One major change I had to make was the smoothing over of the left side passenger door, as this one had the door on the right side. I made a decal for the door outline, and this worked out pretty well.
Overall, this is a pretty good kit of a famous airplane. I can recall seeing them from my earliest childhood, and even today, I run across one occasionally. Quite a few are still flying, and they will probably continue flying for at least a hundred years. I would suspect that given their reputation, the new-tool Airfix kit will probably become the definitive DC-3/C-47 kit, but along with the Italeri kit, this one is certainly worth getting as it is probably cheaper, and it will certainly build up into an acceptable model without undue effort. There are a few listed on E-Bay. Be careful with the decals, although there are probably some aftermarket sets that could be available.

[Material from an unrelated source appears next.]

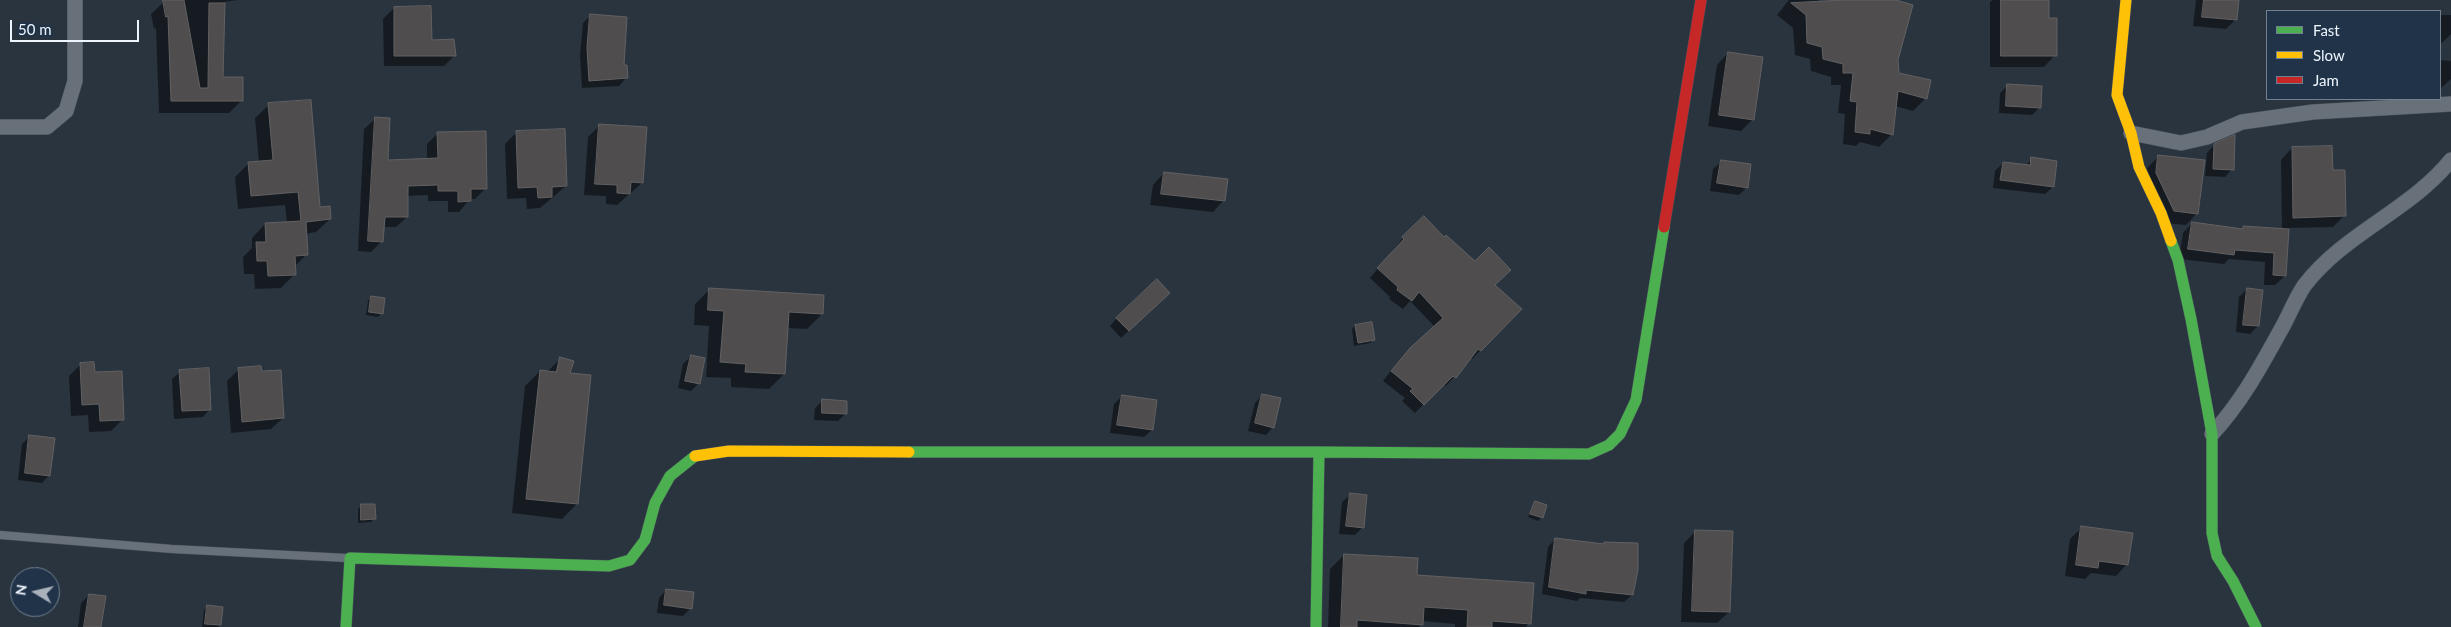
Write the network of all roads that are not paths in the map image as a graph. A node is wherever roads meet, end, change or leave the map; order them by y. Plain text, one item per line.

If you have one of these in your stash, by all means, build it. It will become rare in years to come.
There are many sources of information on the DC-3. I found three of them particularly useful. First was the Peter Bowers book, The DC-3, 50 Years of Legendary Flight,Tab Books, 1986. Also the Larry Davis booklet, C-47 Skytrain in Action, Squadron Signal Aircraft Number 149, 1995. There is also a Profile Publication on the type.